Custom Login Forms


You can use a login form by embedding the user name and password into the submitted link. This can be done using the onsubmit action of the submit button to modify the link when the user clicks on it. The disadvantage is that the once the page is returned the username and password will appear in the user's typein location bar. This means it can be bookmarked. The workaround is to use an intermediate page meta-refresh with a delay of zero to the actual user viewable page. This will move the page fast enough that the user will not book mark it. A side effect of this technique is that the back button will not work because the user will be going back one page which then goes forward again. An additional consideration is that the user visible page cannot be in a protected area because the browser does not send referrer information on the meta-refresh request. A request to a protected area will fail on such a request because of the referrer check mechanism.

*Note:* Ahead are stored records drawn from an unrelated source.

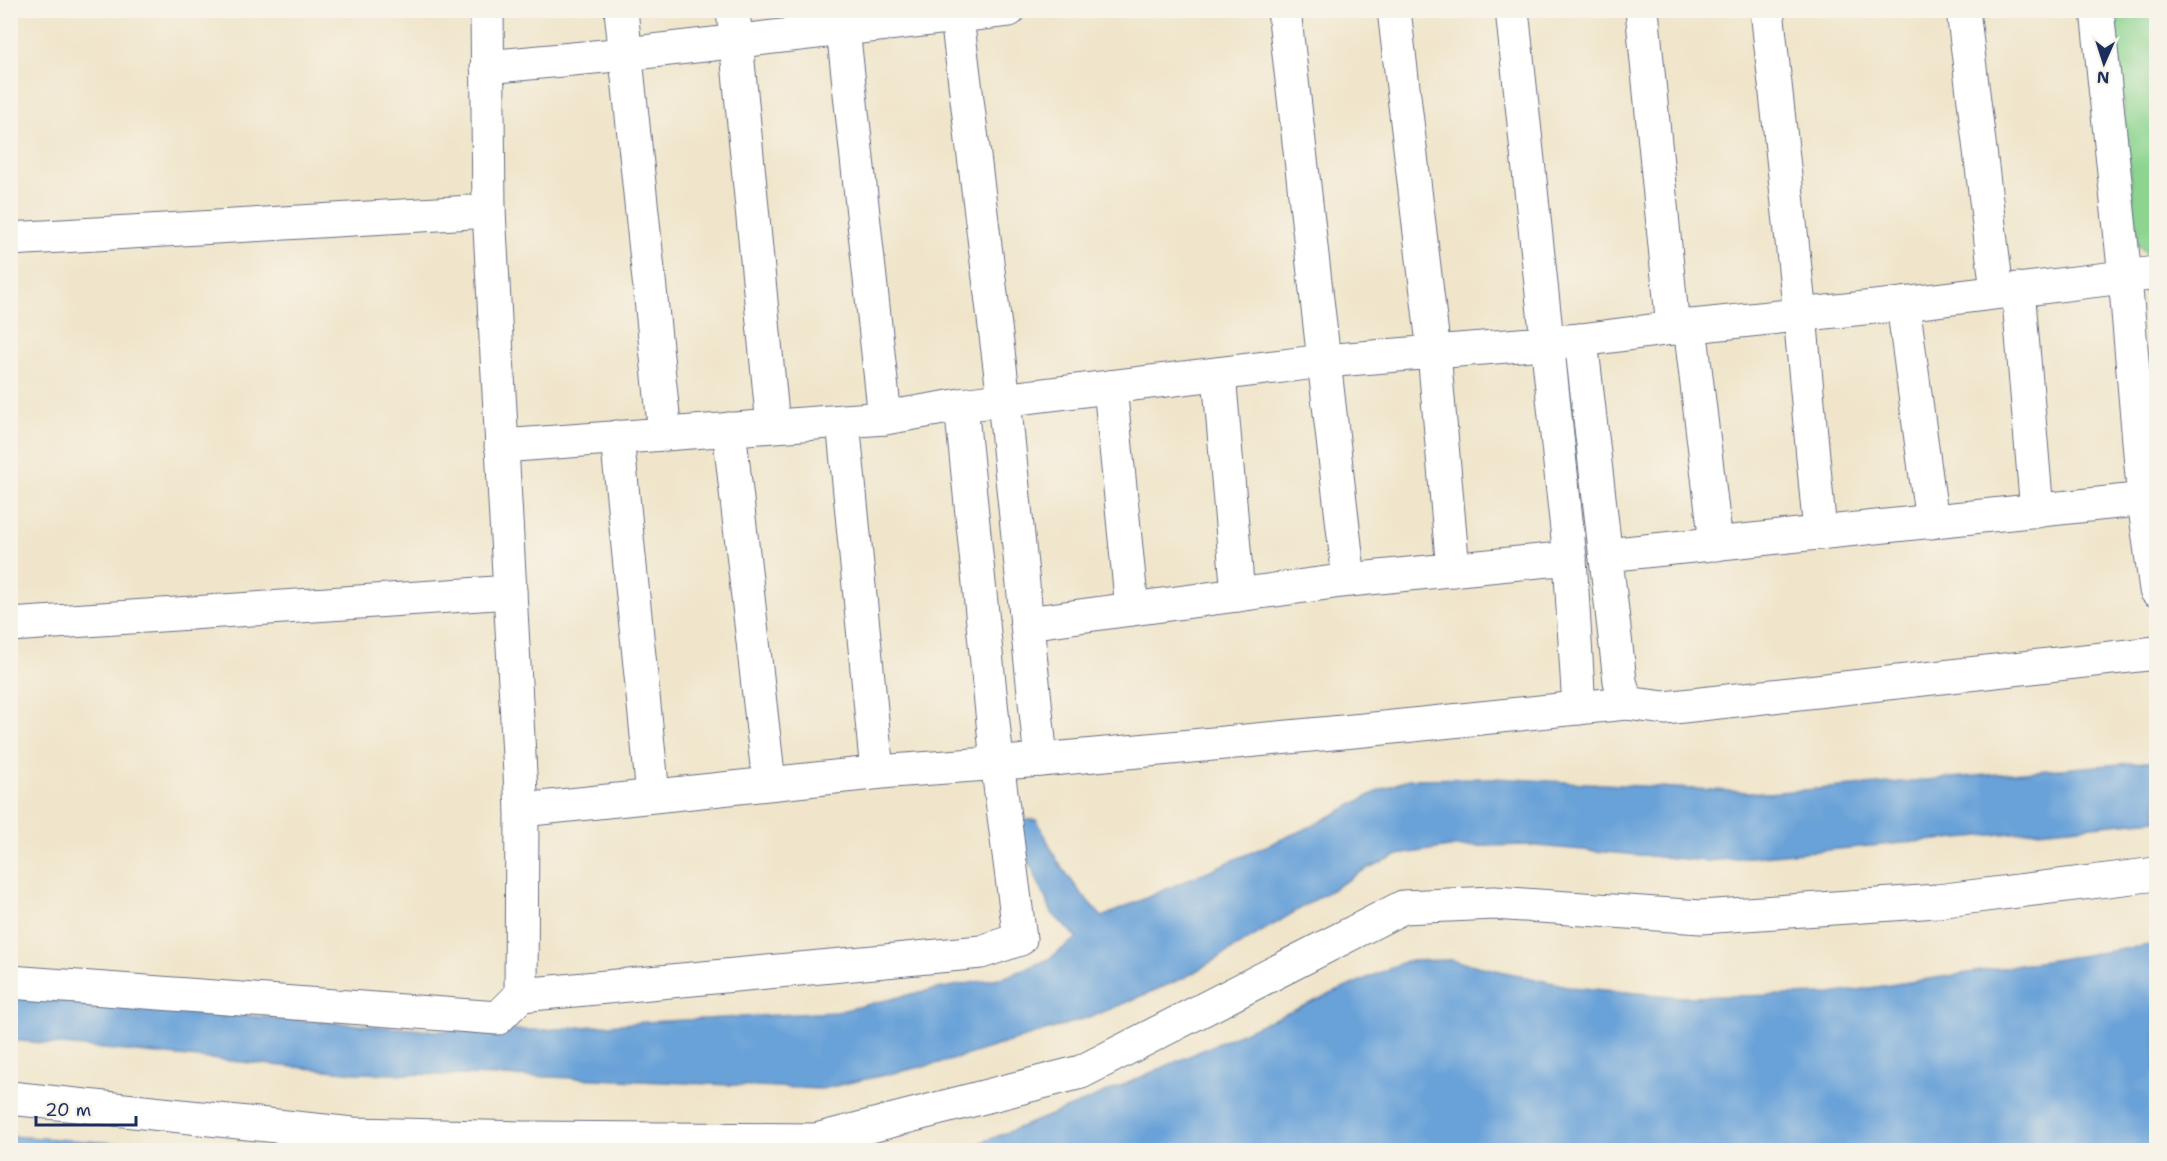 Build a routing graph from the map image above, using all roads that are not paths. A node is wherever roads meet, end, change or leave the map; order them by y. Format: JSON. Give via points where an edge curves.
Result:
{"nodes":[{"id":1,"x":487,"y":10,"type":"edge"},
{"id":2,"x":621,"y":10,"type":"edge"},
{"id":3,"x":1009,"y":10,"type":"edge"},
{"id":4,"x":1284,"y":10,"type":"edge"},
{"id":5,"x":1394,"y":10,"type":"edge"},
{"id":6,"x":1512,"y":10,"type":"edge"},
{"id":7,"x":1642,"y":10,"type":"edge"},
{"id":8,"x":1767,"y":10,"type":"edge"},
{"id":9,"x":1963,"y":10,"type":"edge"},
{"id":10,"x":2097,"y":10,"type":"edge"},
{"id":11,"x":957,"y":14,"type":"edge"},
{"id":12,"x":842,"y":20,"type":"edge"},
{"id":13,"x":735,"y":26,"type":"edge"},
{"id":14,"x":626,"y":54,"type":"junction"},
{"id":15,"x":487,"y":67,"type":"junction"},
{"id":16,"x":489,"y":212,"type":"junction"},
{"id":17,"x":10,"y":238,"type":"edge"},
{"id":18,"x":2141,"y":275,"type":"edge"},
{"id":19,"x":2008,"y":290,"type":"junction"},
{"id":20,"x":1903,"y":304,"type":"junction"},
{"id":21,"x":1800,"y":315,"type":"junction"},
{"id":22,"x":1682,"y":327,"type":"junction"},
{"id":23,"x":1581,"y":340,"type":"junction"},
{"id":24,"x":1547,"y":343,"type":"junction"},
{"id":25,"x":1434,"y":352,"type":"junction"},
{"id":26,"x":1324,"y":361,"type":"junction"},
{"id":27,"x":1219,"y":374,"type":"junction"},
{"id":28,"x":1110,"y":387,"type":"junction"},
{"id":29,"x":1004,"y":400,"type":"junction"},
{"id":30,"x":961,"y":405,"type":"junction"},
{"id":31,"x":885,"y":418,"type":"junction"},
{"id":32,"x":843,"y":421,"type":"junction"},
{"id":33,"x":773,"y":426,"type":"junction"},
{"id":34,"x":729,"y":429,"type":"junction"},
{"id":35,"x":665,"y":434,"type":"junction"},
{"id":36,"x":617,"y":437,"type":"junction"},
{"id":37,"x":501,"y":446,"type":"junction"},
{"id":38,"x":2150,"y":499,"type":"edge"},
{"id":39,"x":2037,"y":511,"type":"junction"},
{"id":40,"x":1932,"y":522,"type":"junction"},
{"id":41,"x":1820,"y":533,"type":"junction"},
{"id":42,"x":1716,"y":544,"type":"junction"},
{"id":43,"x":1606,"y":555,"type":"junction"},
{"id":44,"x":1570,"y":558,"type":"junction"},
{"id":45,"x":1453,"y":570,"type":"junction"},
{"id":46,"x":1350,"y":580,"type":"junction"},
{"id":47,"x":2157,"y":590,"type":"edge"},
{"id":48,"x":510,"y":592,"type":"junction"},
{"id":49,"x":1238,"y":595,"type":"junction"},
{"id":50,"x":1132,"y":609,"type":"junction"},
{"id":51,"x":1027,"y":623,"type":"junction"},
{"id":52,"x":10,"y":625,"type":"edge"},
{"id":53,"x":2157,"y":653,"type":"edge"},
{"id":54,"x":1626,"y":703,"type":"junction"},
{"id":55,"x":1579,"y":708,"type":"junction"},
{"id":56,"x":1041,"y":760,"type":"junction"},
{"id":57,"x":997,"y":762,"type":"junction"},
{"id":58,"x":877,"y":772,"type":"junction"},
{"id":59,"x":770,"y":783,"type":"junction"},
{"id":60,"x":652,"y":795,"type":"junction"},
{"id":61,"x":522,"y":810,"type":"junction"},
{"id":62,"x":2157,"y":874,"type":"edge"},
{"id":63,"x":10,"y":982,"type":"edge"},
{"id":64,"x":521,"y":995,"type":"junction"},
{"id":65,"x":10,"y":1098,"type":"edge"}],
"edges":[{"from":1,"to":15,"type":"street"},
{"from":2,"to":14,"type":"street"},
{"from":3,"to":11,"type":"street"},
{"from":4,"to":26,"type":"street"},
{"from":5,"to":25,"type":"street"},
{"from":6,"to":24,"type":"street"},
{"from":7,"to":22,"type":"street"},
{"from":8,"to":21,"type":"street"},
{"from":9,"to":19,"type":"street"},
{"from":10,"to":18,"type":"street"},
{"from":11,"to":12,"type":"street"},
{"from":11,"to":29,"type":"street"},
{"from":12,"to":13,"type":"street"},
{"from":12,"to":31,"type":"street"},
{"from":13,"to":14,"type":"street"},
{"from":13,"to":33,"type":"street"},
{"from":14,"to":15,"type":"street"},
{"from":14,"to":35,"type":"street"},
{"from":15,"to":16,"type":"street"},
{"from":16,"to":17,"type":"street"},
{"from":16,"to":37,"type":"street"},
{"from":18,"to":19,"type":"street"},
{"from":18,"to":38,"type":"street"},
{"from":19,"to":20,"type":"street"},
{"from":19,"to":39,"type":"street"},
{"from":20,"to":21,"type":"street"},
{"from":20,"to":40,"type":"street"},
{"from":21,"to":22,"type":"street"},
{"from":21,"to":41,"type":"street"},
{"from":22,"to":23,"type":"street"},
{"from":22,"to":42,"type":"street"},
{"from":23,"to":24,"type":"street"},
{"from":23,"to":43,"type":"street"},
{"from":24,"to":25,"type":"street"},
{"from":24,"to":44,"type":"street"},
{"from":25,"to":26,"type":"street"},
{"from":25,"to":45,"type":"street"},
{"from":26,"to":27,"type":"street"},
{"from":26,"to":46,"type":"street"},
{"from":27,"to":28,"type":"street"},
{"from":27,"to":49,"type":"street"},
{"from":28,"to":29,"type":"street"},
{"from":28,"to":50,"type":"street"},
{"from":29,"to":30,"type":"street"},
{"from":29,"to":51,"type":"street"},
{"from":30,"to":31,"type":"street"},
{"from":30,"to":57,"type":"street"},
{"from":31,"to":32,"type":"street"},
{"from":32,"to":33,"type":"street"},
{"from":32,"to":58,"type":"street"},
{"from":33,"to":34,"type":"street"},
{"from":34,"to":35,"type":"street"},
{"from":34,"to":59,"type":"street"},
{"from":35,"to":36,"type":"street"},
{"from":36,"to":37,"type":"street"},
{"from":36,"to":60,"type":"street"},
{"from":37,"to":48,"type":"street"},
{"from":38,"to":39,"type":"street"},
{"from":38,"to":47,"type":"street"},
{"from":39,"to":40,"type":"street"},
{"from":40,"to":41,"type":"street"},
{"from":41,"to":42,"type":"street"},
{"from":42,"to":43,"type":"street"},
{"from":43,"to":54,"type":"street"},
{"from":44,"to":45,"type":"street"},
{"from":44,"to":55,"type":"street"},
{"from":45,"to":46,"type":"street"},
{"from":46,"to":49,"type":"street"},
{"from":48,"to":52,"type":"street"},
{"from":48,"to":61,"type":"street"},
{"from":49,"to":50,"type":"street"},
{"from":50,"to":51,"type":"street"},
{"from":51,"to":56,"type":"street"},
{"from":53,"to":54,"type":"street","via":[[1665,708]]},
{"from":54,"to":55,"type":"street"},
{"from":55,"to":56,"type":"street"},
{"from":56,"to":57,"type":"street"},
{"from":57,"to":58,"type":"street"},
{"from":57,"to":64,"type":"street","via":[[1020,939],[981,952]]},
{"from":58,"to":59,"type":"street"},
{"from":59,"to":60,"type":"street"},
{"from":60,"to":61,"type":"street"},
{"from":61,"to":64,"type":"street"},
{"from":62,"to":65,"type":"street","via":[[1937,901],[1701,916],[1494,903],[1403,907],[1081,1072],[816,1140],[353,1134]]},
{"from":63,"to":64,"type":"street","via":[[498,1018]]}]}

An example of the required final link when using a form is:

http://someone:password@www.example.com/302F /?path=http://www.example.com/members.asp

Please note that user names and passwords containing the '@' or ':' characters will have to be escaped if a custom login form is to be used. This is necessary because some browsers interpret the first '@' symbol found in a link as the transition to the host part of the url and the first ':' symbol as the separator between the username and password . We actually do encourage the use of email addresses as user names because real email addresses are guaranteed to be unique by definition. They are also easy to remember. Of course, using symbols in passwords has always been a key recommendation for secure passwords.

The substitutions are:

'@' = chr(254) ':' = chr(255)

Thus the username/password combination:

'someone.important@example.com:pass:word' is changed to: 'someone.important^example.com:pass|word'

where

'^' = chr(254) '|' = chr(255)

These are believed to be safe because they are not normally available directly from a keyboard and thus are not likely to be used by anyone for a user name or password. These transformations are handled properly in the example login page code that is provided to you.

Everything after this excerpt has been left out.